Records for the exercise below:
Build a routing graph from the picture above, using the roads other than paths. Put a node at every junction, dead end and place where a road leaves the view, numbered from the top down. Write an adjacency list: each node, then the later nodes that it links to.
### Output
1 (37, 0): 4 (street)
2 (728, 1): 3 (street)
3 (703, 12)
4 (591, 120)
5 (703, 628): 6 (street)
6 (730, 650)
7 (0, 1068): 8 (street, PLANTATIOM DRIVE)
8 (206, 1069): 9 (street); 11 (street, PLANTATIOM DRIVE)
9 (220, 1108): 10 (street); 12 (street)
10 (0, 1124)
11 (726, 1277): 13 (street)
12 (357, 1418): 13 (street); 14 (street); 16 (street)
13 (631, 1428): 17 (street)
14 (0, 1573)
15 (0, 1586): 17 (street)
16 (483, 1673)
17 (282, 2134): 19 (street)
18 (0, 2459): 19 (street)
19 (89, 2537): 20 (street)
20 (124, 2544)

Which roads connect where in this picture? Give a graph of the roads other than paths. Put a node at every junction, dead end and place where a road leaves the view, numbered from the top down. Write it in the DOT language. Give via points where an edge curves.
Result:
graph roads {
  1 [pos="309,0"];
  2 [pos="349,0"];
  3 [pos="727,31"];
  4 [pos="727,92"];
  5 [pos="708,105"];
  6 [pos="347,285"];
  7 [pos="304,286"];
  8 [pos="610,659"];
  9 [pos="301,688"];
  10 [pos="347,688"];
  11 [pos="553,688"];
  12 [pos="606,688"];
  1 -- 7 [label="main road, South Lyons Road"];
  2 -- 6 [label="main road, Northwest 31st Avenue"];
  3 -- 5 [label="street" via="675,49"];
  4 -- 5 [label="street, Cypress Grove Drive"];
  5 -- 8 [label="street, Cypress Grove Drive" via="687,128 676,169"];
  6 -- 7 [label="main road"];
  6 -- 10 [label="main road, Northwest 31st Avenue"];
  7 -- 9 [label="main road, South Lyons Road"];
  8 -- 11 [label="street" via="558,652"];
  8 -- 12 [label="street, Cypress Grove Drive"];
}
End of Records for the exercise.
Records for the exercise below:
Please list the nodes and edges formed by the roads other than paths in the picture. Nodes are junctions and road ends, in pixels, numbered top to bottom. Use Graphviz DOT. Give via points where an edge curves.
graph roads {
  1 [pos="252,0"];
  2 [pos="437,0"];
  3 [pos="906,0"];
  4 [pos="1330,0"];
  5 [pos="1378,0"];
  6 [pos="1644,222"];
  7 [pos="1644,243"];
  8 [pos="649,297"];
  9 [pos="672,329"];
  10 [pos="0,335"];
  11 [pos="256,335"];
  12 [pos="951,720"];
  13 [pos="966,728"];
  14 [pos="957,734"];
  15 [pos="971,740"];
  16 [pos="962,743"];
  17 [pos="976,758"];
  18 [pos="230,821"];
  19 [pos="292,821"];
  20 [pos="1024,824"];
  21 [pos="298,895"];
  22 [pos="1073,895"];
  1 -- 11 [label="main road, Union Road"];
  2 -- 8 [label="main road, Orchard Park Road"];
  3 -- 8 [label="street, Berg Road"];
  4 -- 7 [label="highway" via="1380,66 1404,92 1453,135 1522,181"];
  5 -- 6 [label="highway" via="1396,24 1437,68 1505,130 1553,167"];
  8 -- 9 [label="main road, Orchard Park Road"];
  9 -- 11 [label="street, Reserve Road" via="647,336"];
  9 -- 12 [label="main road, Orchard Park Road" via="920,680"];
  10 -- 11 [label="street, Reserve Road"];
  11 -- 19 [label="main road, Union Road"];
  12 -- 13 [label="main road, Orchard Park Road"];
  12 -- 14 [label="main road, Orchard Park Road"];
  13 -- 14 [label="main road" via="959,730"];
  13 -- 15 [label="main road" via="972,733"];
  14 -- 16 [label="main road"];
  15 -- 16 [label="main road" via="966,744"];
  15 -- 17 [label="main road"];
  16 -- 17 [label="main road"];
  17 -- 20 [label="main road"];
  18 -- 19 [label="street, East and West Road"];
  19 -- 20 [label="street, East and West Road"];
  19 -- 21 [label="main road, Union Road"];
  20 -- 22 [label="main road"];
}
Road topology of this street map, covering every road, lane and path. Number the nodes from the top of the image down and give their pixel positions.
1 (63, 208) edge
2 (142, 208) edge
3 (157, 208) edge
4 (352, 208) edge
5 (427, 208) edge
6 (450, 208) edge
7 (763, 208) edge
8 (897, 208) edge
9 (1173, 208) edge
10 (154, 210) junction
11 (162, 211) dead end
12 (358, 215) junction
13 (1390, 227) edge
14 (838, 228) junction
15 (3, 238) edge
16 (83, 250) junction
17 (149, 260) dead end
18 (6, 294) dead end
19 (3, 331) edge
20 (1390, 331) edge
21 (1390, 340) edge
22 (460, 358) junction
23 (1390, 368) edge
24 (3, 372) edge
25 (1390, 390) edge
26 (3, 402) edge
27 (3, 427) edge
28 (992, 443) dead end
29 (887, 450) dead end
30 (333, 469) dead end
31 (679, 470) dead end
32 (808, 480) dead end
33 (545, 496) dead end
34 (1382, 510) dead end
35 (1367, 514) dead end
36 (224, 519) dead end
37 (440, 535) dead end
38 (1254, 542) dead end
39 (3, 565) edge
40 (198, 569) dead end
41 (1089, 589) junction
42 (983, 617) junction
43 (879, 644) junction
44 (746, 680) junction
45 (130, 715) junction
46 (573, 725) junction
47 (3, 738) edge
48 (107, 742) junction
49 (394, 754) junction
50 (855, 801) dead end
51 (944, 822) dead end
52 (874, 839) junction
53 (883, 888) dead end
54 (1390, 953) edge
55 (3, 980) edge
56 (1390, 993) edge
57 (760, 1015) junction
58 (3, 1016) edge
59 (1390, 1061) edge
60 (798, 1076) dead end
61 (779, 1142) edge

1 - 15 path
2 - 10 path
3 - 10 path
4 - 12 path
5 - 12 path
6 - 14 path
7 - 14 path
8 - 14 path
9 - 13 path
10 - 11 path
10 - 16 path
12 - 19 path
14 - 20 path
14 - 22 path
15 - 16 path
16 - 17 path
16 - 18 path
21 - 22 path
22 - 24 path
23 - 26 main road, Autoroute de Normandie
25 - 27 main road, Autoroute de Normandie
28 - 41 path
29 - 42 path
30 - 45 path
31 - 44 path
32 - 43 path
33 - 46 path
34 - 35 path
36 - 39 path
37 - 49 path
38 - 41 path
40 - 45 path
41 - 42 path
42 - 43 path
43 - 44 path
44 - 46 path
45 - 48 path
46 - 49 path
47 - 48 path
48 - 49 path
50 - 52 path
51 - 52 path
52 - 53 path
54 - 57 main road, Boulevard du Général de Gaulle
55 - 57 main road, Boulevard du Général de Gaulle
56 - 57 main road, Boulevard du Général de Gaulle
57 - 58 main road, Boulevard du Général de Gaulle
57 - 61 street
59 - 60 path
End of Records for the exercise.
Records for the exercise below:
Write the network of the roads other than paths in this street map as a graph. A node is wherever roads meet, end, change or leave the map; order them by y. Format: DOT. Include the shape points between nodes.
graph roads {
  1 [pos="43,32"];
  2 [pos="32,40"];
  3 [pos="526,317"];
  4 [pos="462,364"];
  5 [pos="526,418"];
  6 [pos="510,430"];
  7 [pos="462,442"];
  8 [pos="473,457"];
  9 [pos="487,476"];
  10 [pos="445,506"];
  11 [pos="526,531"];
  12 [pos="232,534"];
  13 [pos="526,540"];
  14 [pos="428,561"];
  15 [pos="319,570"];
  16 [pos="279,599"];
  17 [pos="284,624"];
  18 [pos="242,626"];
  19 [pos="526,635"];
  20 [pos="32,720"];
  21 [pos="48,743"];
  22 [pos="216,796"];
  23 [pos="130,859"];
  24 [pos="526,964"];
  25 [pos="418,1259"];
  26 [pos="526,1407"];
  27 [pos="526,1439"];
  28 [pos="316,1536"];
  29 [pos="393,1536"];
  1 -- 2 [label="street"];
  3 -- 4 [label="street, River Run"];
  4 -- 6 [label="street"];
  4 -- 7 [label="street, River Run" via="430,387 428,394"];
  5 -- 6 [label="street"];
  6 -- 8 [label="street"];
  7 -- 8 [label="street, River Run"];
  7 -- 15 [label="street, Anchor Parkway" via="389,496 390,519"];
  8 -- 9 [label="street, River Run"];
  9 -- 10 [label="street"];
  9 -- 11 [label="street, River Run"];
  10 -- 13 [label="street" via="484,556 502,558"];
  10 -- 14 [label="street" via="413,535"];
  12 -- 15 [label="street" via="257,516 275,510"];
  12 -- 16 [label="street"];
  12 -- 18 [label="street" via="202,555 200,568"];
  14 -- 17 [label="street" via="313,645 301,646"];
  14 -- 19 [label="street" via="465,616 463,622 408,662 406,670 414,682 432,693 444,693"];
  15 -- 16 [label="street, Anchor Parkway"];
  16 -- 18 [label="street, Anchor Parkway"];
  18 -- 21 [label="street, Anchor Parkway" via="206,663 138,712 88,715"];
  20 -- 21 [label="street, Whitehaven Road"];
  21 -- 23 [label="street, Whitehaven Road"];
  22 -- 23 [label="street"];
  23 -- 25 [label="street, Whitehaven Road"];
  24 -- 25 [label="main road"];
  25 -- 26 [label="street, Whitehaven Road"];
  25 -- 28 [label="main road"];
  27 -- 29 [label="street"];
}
End of Records for the exercise.
## [Required work]
What lines above contain the string "view"? Copy all of them.

## [Task output]
Build a routing graph from the picture above, using the roads other than paths. Put a node at every junction, dead end and place where a road leaves the view, numbered from the top down. Write an adjacency list: each node, then the later nodes that it links to.
Which roads connect where in this picture? Give a graph of the roads other than paths. Put a node at every junction, dead end and place where a road leaves the view, numbered from the top down. Write it in the DOT language. Give via points where an edge curves.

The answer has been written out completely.